Helping children cope with tragedyLast Updated:
Parents everywhere held their children a little closer yesterday. The massacre of innocent children in Connecticut shook us all to our very core. Despite our best efforts to shield our children from this horrific news, most will discover it anyway. Your child might feel sad or afraid. After all, if it can happen in one school, it can happen in any school. Young children may experience nightmares, mood swings,and even fear of attending school.
How can parents help?
What is the best way to reassure your children?
How can you help them process their emotions while still reeling from your own?
Kids take their cues from adults. They learn how to respond by watching us. If we sit in front of the TV or computer engrossed in news reports, our children will watch, too. If we cry, scream, or lash out in anger our children will demonstrate these behaviors. Kids can pick up on our anxieties, fears, and phobias. If we are afraid to let them out of our sight, they will be afraid to leave our side.
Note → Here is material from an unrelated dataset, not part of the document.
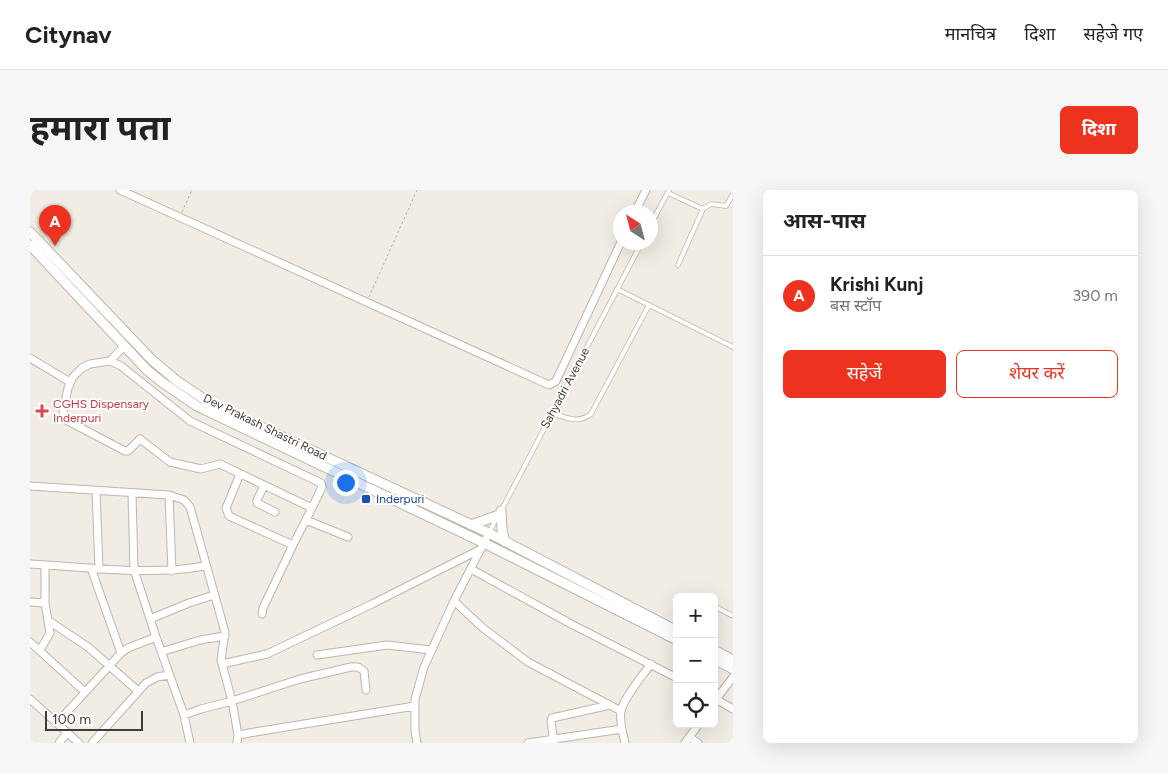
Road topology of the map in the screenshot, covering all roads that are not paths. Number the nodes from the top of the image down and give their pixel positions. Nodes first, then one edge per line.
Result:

Children lack the capacity to identify and process emotions effectively. They do not have the verbal skills to “talk it out” or the reasoning capabilities to understand as an adult. Plus, they are keenly aware of their vulnerability. Kids are small and defenseless against adults and they know it. Yet children are resilient. Most can bounce back from tragedy and thrive. Despite their size and lack of mental and emotional maturity, kids do have one amazing coping skill that most adults do not.
Through their play they unknowingly process emotions too complex and powerful to speak aloud. Adults can use this skill to help children in times of tragedy. Here are some suggestions you can use to help your children.
- Act out “a day at school” using miniatures, dolls, action figures, Barbies, etc. Let your child take the lead and just see where it goes. Make objective statements and ask questions.
- Have your child draw a picture of a “bad guy”. Tape it to the wall and encourage them to express their thoughts and feelings toward the image.
- Does your child have intense feelings of anger? Give them a bucket of ice cubes to throw on a hard surface outside. Let them cry or scream as they break the ice.
- Is your child feeling vulnerable? Create a “safety map” to demonstrate the many adults who work to keep your child safe (parents, teachers, ministers, coaches, police officers, etc.). Tell them stories of heroic adults who have protected children.
- Children have amazing capacity for empathy. If your child expresses a desire to “help” then you can use art supplies to create sympathy cards to send to the victims.
If, in spite of your best efforts, your child is displaying any of the warning signs listed below, it’s time to get him or her some professional help.
- Recurrent nightmares
- Difficulty sleeping
- Excessive fears of being alone, going to school, etc.
- Poor appetite
- Frequent mood swings
- Increase in aggressive behaviors
- Poor school performance
- Regression (bed wetting, nail-biting, “baby talk”, etc.)
Don’t wait to get help. The longer you wait, the worse it can get. A few sessions of play therapy with a therapist who specializes in treating children can help your child get back on track.